Gleichzeitig wurde durch ein Abkommen zwischen Staat und Tarifparteien im Juli 1981 ein Einstieg in die Arbeitszeitverkürzung gemacht. Eine Regierungsverordnung setzte im Januar 1982 die wöchentliche Arbeitszeit von 40 auf 39 Stunden bei vollem Lohnausgleich herab, machte die fünfte bezahlte Urlaubswoche für alle Arbeitnehmer verbindlich und unterwarf Überstunden und Interimsarbeit gewissen Beschränkungen. Das Rentenalter wurde auf 60 Jahre herabgesetzt.
Der weitere Abbau der Wochenarbeitszeit — geplant war eine schrittweise Verringerung auf 35 Stunden — wurde den Verhandlungen der Tarifparteien überlassen, ist dann allerdings versandet. Unterschiedliche Berechnungen über die Wirkung der 39-Stunden-Woche gehen von 14— 28 000 bzw. 25— 40 000 neugeschaffenen Arbeitsplätzen im Industrie-und Dienstleistungssektor aus
Den wichtigsten Effekt für den Arbeitsmarkt hatten schließlich spezifische Maßnahmen der Beschäftigungspolitik: Hilfen zur Schaffung von Arbeitsplätzen und zur Beschäftigung von Jugendlichen, die Verbesserung der beruflichen Bildung und Eingliederung von arbeitslosen Schulabgängern, sowie die Herabsetzung des Rentenalters. „Solidaritätsverträge" zwischen dem Staat und Unternehmen bzw.

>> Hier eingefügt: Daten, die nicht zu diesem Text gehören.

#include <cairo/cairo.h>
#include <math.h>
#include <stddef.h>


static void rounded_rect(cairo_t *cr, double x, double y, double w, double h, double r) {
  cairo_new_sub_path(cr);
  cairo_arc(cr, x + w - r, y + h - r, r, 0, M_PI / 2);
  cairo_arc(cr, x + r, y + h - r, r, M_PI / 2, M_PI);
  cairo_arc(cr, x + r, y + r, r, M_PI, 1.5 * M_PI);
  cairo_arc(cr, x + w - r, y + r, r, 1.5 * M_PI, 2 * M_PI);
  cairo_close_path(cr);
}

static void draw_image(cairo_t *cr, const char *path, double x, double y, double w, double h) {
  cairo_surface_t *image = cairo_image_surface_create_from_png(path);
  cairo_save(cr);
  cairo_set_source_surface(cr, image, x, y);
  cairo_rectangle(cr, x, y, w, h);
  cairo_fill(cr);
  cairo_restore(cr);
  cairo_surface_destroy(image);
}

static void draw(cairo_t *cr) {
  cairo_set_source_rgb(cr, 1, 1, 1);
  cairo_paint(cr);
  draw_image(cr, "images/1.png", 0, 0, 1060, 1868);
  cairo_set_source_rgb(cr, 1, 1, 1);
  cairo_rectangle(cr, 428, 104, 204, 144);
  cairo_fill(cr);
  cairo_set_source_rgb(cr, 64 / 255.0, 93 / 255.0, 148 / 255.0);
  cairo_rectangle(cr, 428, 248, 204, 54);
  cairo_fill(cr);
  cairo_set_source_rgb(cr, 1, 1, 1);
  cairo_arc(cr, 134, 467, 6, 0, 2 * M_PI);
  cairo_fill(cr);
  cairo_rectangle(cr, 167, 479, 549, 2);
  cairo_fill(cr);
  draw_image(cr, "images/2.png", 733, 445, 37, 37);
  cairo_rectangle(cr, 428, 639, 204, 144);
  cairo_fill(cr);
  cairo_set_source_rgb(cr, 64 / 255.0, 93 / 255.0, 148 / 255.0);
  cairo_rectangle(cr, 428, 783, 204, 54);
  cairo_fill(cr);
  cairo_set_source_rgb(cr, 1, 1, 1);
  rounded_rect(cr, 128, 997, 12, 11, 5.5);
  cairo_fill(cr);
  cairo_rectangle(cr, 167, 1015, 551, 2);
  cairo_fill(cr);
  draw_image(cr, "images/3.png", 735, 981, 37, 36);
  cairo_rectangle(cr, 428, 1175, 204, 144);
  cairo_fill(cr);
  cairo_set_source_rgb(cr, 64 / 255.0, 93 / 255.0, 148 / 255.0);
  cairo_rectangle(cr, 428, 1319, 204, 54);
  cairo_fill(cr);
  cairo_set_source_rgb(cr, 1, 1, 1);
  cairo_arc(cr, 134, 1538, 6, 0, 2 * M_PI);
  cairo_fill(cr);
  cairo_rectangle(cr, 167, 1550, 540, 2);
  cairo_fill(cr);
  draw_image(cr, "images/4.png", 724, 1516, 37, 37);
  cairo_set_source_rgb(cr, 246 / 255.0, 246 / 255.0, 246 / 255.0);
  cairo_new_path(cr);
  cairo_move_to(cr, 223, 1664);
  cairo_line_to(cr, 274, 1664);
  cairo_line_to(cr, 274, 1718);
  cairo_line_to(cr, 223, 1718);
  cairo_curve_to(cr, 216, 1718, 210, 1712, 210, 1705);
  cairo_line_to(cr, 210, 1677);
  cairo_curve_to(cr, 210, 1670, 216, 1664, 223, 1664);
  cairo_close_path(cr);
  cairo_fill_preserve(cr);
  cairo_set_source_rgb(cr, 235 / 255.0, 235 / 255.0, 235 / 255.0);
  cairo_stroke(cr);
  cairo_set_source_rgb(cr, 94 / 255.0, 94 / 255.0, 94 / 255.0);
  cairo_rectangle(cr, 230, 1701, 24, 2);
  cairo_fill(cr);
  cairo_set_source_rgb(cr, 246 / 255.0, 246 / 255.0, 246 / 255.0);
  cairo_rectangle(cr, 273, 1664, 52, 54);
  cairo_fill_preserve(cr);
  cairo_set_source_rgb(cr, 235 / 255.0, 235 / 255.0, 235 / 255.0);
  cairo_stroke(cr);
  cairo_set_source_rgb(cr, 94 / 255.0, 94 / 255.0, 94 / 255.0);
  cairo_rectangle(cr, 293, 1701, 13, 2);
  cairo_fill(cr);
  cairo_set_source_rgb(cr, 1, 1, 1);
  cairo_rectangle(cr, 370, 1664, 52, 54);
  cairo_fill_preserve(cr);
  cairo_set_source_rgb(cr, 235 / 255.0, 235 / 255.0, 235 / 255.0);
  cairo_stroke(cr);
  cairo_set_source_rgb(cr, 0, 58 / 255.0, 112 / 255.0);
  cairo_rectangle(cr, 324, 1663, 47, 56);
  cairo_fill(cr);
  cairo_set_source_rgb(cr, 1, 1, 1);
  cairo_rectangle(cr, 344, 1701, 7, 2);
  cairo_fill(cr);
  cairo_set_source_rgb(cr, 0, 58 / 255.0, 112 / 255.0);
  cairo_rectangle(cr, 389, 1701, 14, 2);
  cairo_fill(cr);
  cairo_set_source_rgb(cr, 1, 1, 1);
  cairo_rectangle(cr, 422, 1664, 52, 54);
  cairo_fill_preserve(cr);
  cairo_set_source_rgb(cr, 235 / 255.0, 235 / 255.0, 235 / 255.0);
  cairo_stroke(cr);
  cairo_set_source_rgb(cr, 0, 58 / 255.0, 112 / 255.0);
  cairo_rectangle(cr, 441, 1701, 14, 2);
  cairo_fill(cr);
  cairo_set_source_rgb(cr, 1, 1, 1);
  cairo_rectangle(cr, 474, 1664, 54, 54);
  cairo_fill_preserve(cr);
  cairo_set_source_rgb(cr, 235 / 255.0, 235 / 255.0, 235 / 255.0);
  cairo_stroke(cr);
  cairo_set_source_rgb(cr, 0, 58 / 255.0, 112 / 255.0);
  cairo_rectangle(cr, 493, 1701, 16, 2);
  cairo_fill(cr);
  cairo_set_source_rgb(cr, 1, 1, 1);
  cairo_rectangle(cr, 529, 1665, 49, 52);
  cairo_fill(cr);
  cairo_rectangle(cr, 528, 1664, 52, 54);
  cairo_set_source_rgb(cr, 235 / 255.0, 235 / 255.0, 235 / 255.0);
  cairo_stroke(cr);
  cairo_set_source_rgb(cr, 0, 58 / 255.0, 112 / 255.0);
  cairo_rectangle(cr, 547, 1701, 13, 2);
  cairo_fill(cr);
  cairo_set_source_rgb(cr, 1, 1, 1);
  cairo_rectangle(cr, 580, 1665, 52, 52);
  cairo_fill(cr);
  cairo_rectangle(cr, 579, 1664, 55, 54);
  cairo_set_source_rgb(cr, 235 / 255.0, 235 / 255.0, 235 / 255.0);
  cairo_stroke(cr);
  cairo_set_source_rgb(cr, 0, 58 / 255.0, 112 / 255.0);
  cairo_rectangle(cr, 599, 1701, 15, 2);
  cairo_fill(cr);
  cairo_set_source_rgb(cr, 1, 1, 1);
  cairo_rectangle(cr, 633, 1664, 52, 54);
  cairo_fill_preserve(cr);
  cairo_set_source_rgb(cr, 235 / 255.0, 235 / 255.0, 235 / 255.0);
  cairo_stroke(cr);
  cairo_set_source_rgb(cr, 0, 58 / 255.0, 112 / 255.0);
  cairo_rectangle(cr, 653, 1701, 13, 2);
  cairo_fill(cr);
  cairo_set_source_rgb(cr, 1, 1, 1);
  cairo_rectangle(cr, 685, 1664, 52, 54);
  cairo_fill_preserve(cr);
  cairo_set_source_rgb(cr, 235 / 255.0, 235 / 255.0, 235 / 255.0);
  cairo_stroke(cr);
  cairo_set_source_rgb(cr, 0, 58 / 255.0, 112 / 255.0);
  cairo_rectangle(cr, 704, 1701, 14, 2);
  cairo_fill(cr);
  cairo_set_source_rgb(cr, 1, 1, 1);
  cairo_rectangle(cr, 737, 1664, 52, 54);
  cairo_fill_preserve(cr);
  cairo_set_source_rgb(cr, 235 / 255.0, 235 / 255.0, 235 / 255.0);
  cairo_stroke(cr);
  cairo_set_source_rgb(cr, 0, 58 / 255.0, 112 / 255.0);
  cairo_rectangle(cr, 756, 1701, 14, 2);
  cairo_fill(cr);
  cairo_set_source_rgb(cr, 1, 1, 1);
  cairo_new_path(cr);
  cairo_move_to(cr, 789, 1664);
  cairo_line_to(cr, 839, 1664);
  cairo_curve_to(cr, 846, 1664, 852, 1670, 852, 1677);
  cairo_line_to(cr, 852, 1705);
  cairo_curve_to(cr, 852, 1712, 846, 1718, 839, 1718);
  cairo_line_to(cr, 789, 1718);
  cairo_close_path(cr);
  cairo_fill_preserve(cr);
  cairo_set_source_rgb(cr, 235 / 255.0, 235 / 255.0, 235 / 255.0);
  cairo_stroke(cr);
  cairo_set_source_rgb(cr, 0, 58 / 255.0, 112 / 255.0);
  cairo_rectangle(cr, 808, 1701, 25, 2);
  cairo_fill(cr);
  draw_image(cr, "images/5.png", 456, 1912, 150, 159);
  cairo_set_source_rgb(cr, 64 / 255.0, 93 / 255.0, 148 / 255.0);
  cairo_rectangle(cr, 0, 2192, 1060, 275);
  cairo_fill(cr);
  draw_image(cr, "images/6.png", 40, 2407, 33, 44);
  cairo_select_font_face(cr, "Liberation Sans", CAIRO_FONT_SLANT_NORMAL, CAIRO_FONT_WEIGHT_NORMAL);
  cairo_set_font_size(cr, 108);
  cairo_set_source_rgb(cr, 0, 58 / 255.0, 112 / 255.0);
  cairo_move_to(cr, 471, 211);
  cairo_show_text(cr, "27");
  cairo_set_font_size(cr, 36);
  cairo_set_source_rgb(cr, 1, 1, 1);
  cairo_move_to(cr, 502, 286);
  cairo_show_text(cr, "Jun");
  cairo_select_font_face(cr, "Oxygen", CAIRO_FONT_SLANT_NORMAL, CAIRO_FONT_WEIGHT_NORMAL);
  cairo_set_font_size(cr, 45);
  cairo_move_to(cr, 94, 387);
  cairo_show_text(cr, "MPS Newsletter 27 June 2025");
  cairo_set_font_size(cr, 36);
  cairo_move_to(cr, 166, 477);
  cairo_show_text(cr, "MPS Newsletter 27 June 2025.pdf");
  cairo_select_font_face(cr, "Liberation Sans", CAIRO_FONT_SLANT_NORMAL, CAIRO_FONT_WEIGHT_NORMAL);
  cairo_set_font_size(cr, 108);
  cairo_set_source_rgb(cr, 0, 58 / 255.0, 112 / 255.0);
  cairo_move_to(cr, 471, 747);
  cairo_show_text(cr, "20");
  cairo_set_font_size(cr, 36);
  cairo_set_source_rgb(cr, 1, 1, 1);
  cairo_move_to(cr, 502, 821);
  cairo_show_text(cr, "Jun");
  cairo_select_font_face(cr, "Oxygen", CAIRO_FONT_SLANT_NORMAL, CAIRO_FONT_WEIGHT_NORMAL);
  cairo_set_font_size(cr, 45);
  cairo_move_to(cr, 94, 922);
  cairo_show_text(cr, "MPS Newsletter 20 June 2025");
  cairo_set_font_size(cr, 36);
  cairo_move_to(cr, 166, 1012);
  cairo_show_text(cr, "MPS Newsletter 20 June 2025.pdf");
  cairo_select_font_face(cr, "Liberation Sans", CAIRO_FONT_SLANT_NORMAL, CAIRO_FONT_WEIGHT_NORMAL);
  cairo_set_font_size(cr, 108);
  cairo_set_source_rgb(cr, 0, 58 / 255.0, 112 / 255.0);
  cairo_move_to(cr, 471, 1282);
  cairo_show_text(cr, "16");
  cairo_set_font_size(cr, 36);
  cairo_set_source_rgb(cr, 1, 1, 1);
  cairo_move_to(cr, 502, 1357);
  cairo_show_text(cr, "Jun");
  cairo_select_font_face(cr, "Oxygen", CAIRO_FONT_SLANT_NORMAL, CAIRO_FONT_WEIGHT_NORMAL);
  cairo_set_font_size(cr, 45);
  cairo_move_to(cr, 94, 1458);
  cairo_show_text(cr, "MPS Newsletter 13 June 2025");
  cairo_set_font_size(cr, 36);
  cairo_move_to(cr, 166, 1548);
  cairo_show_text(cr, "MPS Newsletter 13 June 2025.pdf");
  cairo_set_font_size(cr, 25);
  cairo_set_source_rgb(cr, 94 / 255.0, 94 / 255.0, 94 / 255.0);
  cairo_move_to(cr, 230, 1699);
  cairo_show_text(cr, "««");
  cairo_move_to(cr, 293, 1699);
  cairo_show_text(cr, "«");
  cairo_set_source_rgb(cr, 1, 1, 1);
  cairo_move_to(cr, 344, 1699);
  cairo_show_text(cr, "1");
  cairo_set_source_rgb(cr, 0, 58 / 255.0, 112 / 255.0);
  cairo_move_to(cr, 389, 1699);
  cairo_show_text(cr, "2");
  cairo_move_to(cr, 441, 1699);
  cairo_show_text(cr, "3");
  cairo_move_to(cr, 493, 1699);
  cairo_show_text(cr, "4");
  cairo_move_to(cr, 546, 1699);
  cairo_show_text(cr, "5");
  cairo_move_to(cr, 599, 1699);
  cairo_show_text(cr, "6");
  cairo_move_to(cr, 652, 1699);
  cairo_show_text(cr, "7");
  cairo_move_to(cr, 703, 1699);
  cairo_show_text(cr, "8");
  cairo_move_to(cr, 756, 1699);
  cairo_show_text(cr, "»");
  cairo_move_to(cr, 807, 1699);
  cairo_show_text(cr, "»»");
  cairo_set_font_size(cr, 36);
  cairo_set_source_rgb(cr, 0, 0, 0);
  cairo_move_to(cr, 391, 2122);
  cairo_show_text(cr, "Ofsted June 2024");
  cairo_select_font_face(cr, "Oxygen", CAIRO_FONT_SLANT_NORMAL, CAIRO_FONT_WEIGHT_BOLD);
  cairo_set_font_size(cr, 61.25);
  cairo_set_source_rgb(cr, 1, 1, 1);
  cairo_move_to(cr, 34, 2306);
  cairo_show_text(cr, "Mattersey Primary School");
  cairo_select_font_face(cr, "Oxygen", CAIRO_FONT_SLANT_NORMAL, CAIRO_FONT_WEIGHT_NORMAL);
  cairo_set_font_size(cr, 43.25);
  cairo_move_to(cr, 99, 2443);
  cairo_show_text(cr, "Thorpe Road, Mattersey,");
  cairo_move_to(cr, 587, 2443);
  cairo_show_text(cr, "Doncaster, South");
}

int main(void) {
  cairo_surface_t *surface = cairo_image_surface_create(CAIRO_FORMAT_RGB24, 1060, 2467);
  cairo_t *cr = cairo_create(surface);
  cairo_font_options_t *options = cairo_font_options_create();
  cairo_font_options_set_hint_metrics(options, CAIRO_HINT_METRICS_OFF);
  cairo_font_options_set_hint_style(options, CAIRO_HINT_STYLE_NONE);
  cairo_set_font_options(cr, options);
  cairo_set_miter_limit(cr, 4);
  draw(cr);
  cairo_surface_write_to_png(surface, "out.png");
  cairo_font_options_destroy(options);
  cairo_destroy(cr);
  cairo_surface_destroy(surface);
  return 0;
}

Gebietskörperschaften schufen Anreize zum vorzeitigen Ausscheiden älterer Arbeitnehmer bei gleichzeitiger Neubesetzung der Stellen.
Die Regierung setzte mit ihrer Politik ein deutliches Zeichen zugunsten ärmerer und benachteiligter Bevölkerungsschichten, für die sie den politischen Wechsel konkret und positiv erfahrbar machte; ökonomische Analysen haben ihr zudem bescheinigt, daß der von ihr ausgelöste Nachfrageschub in der Größenordnung von ca. 25 Mrd. Francs recht gemäßigt ausgefallen ist
Allerdings hatte die Regierung leichtfertig und voreilig den Prognosen der OECD und anderer Institute vertraut, die für 1982 einen weltweiten Konjunkturaufschwung voraussahen. Nach dem Kalkül der Regierung sollte dieser Aufschwung im Verein mit einem — vom neuen nationalisierten Sektor getragenen — Investitionsschub die Wachstumsimpulse des Nachfrageprogramms von 1981 weiter tragen und ihnen eine Eigendynamik geben. Aber die internationale Konjunkturbelebung blieb aus; auch verweigerten sich die EG-Partner dem französischen Vorschlag einer konzertierten Wachstumspolitik. So bildete sich ein Konjunkturgefälle zwischen Frankreich und seinen Nachbarn heraus; die Steigerung der Binnennachfrage kam in erster Linie der Auslandskonkurrenz zugute, nicht aber den französischen Produzenten. Die Regierung hatte auch die Fähigkeit der eigenen Industrie überschätzt, ihr Angebot an die neue Nachfrage anzupassen.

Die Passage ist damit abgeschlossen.